En 1980-1981, Jacques Sternberg publie aux Éditions maritimes, un     « Ports en eaux-fortes, les ports du monde vus par les graveurs au 19è siècle ». Cette commande vraisemblable rejoint une des grandes passions de sa vie : la mer. 
Un classement côtier pour la France, Atlantique de Dunkerque à Bordeaux, puis la Méditerranée. L’Europe, l’Afrique, l’Asie, l’Amérique et finalement « Sur les Îles, de l’lIrlande à Terre-Neuve».
Quatre sources iconographiques ont été utilisées : le Musée de la Marine, et trois périodiques : l’Illustration, le Monde llustré, le Tour du Monde. Du rêve à l’état pur.

Une introduction extrêmement sternbergienne. Jugez-en plutôt les extraits concernant l’image
« des magazines comme  Le Tour De Monde,  Le Magasin Pittoresque, Le Monde Illustré,  L’illustration vont émouvoir leurs lecteurs en donnant une place de choix, non plus tellement au texte, mais à l’illustration. Innovation de choc dont nous ne pouvons plus mesurer la portée, nourris à l’entonnoir comme nous le sommes d’images télé et ciné, des photos couleur arrachées aux quatre coins du monde. » Du gavage d'abord. Et puis les drogues dures juste après : Nous vivons dans un monde « camé d’images » sans avoir « l’impact, la force vraiment culturelle que ces modestes parutions des années 1860 qui ne connaissaient que le noir, gris et blanc, le burin des graveurs. »  Et dire que c'est encore pire en 2011...
Jacques Sternberg n’aime pas trop les « clichés photos » qui font perdre aux dessinateurs   « l’essentiel de leur inspiration et de leur créativité » dès 1885.  Il restreindra dès lors sa sélection d’eaux-fortes à deux décennies : 1860 et  1870. Na ! Pour le plus grand plaisir des yeux !

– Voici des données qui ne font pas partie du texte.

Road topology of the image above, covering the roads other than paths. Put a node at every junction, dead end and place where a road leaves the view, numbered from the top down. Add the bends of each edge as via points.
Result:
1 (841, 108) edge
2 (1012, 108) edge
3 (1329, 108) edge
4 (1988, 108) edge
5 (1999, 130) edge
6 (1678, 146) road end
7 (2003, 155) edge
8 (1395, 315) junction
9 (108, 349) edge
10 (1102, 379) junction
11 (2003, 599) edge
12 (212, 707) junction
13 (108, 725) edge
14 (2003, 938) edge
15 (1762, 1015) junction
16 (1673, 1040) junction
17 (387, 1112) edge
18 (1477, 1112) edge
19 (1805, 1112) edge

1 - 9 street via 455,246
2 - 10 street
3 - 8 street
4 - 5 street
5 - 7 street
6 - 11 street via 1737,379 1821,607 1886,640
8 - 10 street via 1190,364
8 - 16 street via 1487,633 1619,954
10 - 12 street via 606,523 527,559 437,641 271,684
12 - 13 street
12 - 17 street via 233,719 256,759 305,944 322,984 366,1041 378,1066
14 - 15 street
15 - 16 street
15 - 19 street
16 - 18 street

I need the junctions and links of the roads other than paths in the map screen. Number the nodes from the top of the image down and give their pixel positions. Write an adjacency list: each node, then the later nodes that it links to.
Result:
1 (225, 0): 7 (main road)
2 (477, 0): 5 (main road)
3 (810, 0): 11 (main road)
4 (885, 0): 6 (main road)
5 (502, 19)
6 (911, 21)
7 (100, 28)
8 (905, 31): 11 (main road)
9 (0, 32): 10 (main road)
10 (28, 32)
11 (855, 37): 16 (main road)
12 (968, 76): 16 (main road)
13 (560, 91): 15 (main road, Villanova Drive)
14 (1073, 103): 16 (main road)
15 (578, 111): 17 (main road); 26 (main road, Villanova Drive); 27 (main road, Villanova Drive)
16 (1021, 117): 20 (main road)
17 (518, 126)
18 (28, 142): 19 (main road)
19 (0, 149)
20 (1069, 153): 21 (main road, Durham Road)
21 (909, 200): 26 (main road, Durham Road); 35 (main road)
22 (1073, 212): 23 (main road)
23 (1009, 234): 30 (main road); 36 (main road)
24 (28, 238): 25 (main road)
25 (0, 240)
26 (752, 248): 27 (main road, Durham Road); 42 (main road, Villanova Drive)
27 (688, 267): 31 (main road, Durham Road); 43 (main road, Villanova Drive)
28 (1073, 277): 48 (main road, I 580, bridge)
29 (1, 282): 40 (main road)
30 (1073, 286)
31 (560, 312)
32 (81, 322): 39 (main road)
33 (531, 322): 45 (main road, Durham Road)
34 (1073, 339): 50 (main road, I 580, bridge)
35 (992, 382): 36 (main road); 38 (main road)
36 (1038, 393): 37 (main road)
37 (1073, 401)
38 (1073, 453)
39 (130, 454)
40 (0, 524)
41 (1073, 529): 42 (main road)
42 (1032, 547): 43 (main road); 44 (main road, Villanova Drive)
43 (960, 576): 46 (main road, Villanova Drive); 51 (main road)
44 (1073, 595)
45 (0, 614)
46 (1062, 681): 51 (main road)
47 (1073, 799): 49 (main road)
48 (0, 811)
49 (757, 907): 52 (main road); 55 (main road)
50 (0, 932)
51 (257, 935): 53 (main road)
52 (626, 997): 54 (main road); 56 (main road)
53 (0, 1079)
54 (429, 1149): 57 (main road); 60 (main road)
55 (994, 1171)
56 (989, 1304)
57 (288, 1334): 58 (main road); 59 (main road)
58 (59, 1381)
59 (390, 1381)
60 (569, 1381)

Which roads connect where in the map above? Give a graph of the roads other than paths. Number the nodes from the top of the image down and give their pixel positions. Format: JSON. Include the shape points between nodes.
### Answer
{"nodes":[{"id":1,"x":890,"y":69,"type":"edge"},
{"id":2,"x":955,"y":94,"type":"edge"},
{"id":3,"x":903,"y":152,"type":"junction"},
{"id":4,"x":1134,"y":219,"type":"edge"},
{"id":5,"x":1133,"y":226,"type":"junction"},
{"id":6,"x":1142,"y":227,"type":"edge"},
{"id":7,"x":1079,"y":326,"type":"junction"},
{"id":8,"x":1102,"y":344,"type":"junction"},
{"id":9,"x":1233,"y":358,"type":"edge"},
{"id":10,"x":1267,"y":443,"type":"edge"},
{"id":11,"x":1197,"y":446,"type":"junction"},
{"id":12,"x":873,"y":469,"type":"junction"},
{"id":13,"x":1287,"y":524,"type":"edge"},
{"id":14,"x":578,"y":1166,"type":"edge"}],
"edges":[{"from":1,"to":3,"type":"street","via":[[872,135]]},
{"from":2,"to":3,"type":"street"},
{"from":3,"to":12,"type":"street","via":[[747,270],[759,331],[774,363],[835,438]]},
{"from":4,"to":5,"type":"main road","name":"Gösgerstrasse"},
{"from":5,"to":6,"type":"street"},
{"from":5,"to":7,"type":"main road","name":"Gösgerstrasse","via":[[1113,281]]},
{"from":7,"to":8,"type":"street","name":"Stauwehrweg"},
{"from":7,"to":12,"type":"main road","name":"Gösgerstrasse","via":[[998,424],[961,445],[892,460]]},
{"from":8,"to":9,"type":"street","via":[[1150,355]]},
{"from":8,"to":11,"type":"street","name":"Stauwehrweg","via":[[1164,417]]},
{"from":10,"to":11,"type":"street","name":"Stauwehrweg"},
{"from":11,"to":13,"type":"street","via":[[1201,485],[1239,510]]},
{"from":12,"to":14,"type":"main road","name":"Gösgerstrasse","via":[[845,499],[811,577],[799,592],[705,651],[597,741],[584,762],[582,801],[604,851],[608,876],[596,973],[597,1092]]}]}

Le second empire en prend aussi pour son grade. « Heureusement pour nous, ces artistes professionnels [que sont les graveurs sur bois] ne faisaient jamais partie du voyage – aventure colonialiste, conquête maritime ou autre, et c’est pourquoi ils ont pu mettre tant de poésie, de lyrisme, d’insolite et d’irréalité dans leurs compositions. »
LeTour Du Monde est dénoncé comme « assez putride, comme tout ce qui touche la presse du second empire. Rarement … , en plein cœur d’un régime haïssable, on aura vu une entreprise aussi louche que ce  Tour Du Monde donner d’aussi beaux fruits graphiques… Ce singulier mariage du racisme colonisateur, de l’impérialisme et du génie artistique n’est pas l’aspect le moins singulier de ce Tour du Monde où nous avons puisé une grande partie des gravures de ce recueil. Les autres sources ne sont pas plus limpides, ni moins discutables Le Monde Illustré [et] L’illustration n’avaient pas assez de mots pour honorer les militaires, les évêques et les policiers, pour glorifier les guerres coloniales… »
« Quant au  Magasin Pittoresque, même s’il était moins nocif, il était simplement conservateur, naïvement didactique, moralisateur et pour tout dire assez simplet. » Et, estocade finale, « Inutile d’ajouter que dans cette pépinière où proliférèrent tant de graveurs de génie, on ne trouve pas le moindre écrivain de talent. » Quand on est sûr du sien...

Et la préface se conclut par « Villers-Sur-Mer, 2h du matin ». Aussi très sternbergien… Son port de cabotage à l'époque, son refuge, et juste l’heure, pas de date. L’impression de l’ouvrage est terminée le 3 novembre 1981.

Finalement étonnante, la liberté de ton de cette préface pour un sujet si peu polémique. Elle situe à la fois l’époque, les circonstances éditoriales et surtout l'iconoclastie de Jacques Sternberg. Amusant d'ailleurs qu'en préservant des eaux-fortes, il se fasse briseur d'images photographiques et destructeur d'idées communément reçues.